Graduate Student, Anthropology
University of Arizona, School of Middle Eastern and North African Studies
About
Research Interests: media, religion, secularism, governmentality, biopolitics, politics of the family
Current Research:
Several Islamically-oriented television channels have flourished since the liberalization of the broadcasting industry in Turkey in the 1990's. An overview of the programs aired on these Islamic channels reveals that the family -- more than the ritualistic and scriptural aspects of Islam -- has become their main focus. My project examines the relationship between the increasing prominence placed by Islamic television channels on the family and changing constellations of religion and secularism as well as emerging forms of governance in contemporary Turkey.
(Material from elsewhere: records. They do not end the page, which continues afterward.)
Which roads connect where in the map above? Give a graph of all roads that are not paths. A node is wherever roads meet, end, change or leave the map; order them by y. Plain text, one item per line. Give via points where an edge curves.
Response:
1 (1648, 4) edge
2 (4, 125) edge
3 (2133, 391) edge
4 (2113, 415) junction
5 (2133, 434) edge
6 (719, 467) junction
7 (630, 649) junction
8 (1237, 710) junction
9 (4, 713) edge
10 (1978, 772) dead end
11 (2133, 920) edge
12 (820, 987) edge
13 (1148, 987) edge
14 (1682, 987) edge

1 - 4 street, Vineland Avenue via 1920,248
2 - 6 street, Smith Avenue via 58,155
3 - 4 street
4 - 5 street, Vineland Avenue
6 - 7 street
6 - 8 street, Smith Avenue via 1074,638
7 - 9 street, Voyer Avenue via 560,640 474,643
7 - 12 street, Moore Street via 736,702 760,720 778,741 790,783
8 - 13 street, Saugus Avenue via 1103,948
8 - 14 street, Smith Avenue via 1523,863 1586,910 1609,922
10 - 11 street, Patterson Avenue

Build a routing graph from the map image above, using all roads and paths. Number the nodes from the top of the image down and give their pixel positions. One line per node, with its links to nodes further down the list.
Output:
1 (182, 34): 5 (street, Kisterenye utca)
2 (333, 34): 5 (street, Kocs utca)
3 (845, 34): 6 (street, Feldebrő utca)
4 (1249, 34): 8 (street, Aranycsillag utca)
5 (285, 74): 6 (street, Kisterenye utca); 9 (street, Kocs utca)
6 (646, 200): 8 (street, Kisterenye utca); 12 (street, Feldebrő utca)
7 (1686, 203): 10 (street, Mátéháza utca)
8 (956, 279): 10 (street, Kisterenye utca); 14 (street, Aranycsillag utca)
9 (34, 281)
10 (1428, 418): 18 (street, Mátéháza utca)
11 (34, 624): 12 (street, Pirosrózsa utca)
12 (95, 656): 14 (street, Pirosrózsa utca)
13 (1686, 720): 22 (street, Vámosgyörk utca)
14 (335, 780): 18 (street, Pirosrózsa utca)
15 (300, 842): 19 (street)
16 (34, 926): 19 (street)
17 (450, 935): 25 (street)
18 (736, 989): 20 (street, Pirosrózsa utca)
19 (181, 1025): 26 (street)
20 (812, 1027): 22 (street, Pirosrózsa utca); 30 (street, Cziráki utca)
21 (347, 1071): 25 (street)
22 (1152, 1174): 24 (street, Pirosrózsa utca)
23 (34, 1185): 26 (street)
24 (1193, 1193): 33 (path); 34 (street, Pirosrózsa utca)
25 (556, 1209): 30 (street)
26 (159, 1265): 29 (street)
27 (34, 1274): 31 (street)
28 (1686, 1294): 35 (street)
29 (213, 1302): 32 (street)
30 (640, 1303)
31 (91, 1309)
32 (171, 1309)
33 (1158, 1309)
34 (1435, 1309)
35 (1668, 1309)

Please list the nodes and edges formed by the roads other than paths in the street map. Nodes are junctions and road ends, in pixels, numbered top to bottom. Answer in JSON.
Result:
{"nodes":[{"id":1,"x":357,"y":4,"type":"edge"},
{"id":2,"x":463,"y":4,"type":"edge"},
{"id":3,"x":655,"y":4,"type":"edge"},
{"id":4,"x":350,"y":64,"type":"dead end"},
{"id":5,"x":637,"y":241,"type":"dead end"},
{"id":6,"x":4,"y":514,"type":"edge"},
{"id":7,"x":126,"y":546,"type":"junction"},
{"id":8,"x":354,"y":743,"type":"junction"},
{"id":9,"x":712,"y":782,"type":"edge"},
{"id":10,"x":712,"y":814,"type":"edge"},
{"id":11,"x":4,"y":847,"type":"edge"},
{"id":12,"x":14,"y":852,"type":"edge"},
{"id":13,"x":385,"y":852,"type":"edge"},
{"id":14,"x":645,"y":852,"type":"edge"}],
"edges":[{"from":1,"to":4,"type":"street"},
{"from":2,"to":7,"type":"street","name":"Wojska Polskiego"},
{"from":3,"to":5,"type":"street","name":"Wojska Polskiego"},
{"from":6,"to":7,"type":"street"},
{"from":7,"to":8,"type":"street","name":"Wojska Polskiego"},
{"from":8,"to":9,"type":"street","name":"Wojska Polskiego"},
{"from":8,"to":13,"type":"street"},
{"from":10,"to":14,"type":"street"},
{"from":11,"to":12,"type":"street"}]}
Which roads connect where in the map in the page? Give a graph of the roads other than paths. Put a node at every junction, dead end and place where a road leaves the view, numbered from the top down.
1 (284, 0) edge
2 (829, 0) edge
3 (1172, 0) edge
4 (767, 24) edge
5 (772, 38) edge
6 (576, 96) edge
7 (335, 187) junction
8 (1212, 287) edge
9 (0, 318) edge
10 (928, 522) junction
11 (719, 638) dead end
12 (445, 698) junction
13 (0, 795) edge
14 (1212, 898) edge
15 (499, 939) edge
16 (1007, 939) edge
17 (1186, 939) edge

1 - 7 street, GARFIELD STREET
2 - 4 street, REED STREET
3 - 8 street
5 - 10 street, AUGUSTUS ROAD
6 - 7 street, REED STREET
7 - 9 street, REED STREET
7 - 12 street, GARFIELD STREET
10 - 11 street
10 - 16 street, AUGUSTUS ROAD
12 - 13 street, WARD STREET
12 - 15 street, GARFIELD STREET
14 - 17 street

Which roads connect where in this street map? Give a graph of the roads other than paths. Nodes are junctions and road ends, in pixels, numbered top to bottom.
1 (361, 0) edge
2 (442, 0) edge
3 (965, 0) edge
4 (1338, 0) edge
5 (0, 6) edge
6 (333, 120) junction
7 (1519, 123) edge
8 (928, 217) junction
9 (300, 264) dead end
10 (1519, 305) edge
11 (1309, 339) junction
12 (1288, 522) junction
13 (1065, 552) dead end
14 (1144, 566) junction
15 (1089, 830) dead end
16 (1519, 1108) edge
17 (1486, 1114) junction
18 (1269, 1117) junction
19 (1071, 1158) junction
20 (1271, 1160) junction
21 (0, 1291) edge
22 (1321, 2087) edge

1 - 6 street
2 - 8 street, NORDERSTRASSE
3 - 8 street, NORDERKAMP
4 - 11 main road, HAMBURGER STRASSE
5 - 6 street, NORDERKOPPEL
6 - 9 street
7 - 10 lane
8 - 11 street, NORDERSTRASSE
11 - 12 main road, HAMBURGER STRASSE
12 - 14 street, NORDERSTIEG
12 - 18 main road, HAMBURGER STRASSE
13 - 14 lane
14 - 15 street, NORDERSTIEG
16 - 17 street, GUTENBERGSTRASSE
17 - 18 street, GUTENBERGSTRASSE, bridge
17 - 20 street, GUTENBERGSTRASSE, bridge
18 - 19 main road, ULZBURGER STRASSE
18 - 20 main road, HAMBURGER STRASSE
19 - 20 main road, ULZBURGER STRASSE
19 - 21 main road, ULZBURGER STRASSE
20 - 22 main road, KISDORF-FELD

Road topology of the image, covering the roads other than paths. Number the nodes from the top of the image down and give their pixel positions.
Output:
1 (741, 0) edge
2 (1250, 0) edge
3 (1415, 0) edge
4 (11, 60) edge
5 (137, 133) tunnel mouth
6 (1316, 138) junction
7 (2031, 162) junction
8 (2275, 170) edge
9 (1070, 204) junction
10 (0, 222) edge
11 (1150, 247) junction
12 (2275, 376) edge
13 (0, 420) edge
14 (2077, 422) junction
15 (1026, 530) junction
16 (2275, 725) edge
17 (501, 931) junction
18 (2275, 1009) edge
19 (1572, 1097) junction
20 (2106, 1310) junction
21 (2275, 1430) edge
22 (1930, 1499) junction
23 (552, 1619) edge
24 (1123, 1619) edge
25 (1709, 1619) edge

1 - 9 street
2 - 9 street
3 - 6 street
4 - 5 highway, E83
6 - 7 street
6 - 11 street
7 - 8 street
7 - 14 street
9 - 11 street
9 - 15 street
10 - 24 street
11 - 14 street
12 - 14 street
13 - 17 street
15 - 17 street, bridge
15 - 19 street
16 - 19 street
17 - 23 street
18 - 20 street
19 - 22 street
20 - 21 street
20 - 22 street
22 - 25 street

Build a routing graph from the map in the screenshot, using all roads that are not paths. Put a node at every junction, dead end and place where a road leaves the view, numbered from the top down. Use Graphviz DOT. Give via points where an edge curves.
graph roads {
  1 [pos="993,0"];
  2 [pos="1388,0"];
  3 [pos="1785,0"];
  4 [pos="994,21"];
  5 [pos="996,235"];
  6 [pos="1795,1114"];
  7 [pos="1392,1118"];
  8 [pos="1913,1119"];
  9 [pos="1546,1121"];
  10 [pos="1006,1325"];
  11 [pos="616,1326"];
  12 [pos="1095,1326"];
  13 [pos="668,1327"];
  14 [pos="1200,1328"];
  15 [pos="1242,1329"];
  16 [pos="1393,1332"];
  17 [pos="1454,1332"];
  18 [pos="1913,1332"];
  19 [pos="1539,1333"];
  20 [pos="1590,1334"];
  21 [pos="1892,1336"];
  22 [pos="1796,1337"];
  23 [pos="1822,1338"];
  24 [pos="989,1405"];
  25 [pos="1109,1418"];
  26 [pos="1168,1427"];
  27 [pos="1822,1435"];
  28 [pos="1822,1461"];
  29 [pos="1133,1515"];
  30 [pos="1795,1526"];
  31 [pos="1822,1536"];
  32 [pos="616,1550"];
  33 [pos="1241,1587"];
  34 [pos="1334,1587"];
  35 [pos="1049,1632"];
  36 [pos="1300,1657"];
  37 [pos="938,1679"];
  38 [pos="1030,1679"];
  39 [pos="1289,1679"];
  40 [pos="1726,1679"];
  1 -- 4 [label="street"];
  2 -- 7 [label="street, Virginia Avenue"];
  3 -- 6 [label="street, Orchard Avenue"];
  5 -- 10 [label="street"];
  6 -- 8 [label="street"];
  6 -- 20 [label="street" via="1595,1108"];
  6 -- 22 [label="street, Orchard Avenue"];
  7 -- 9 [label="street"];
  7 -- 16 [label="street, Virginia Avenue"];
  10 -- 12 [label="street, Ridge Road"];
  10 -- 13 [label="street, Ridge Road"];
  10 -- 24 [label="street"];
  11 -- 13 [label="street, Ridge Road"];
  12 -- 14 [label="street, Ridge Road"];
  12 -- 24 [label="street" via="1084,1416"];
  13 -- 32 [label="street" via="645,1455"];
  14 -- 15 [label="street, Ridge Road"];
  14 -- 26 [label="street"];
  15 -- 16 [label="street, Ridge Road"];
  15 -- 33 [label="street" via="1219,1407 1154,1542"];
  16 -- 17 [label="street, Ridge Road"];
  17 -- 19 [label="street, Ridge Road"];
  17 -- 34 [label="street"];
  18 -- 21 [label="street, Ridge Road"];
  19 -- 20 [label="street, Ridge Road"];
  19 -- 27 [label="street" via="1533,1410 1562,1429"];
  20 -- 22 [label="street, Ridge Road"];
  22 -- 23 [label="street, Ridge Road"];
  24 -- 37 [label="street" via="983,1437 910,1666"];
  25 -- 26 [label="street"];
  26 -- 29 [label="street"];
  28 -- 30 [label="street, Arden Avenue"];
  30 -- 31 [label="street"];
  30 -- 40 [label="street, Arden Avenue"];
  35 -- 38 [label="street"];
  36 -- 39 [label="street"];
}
Through an ethnographic investigation of media professionals involved in Islamic television production, viewers of Islamic television stations, and state institutions and officials taking part in the regulation of broadcasting in Turkey, my project explores how Islamic television stations in Turkey establish the family as the generator of a neoliberal idea of citizenship and of a modern yet Islamically appropriate lifestyle. By situating TV as a technology through which the self, household, and the family are administered and new moral norms are cultivated, this research offers a unique opportunity to examine how the convergence of neoliberal forms of governance and visual culture with existing and novel configurations of Islamic discourses and practices is experienced in every day life.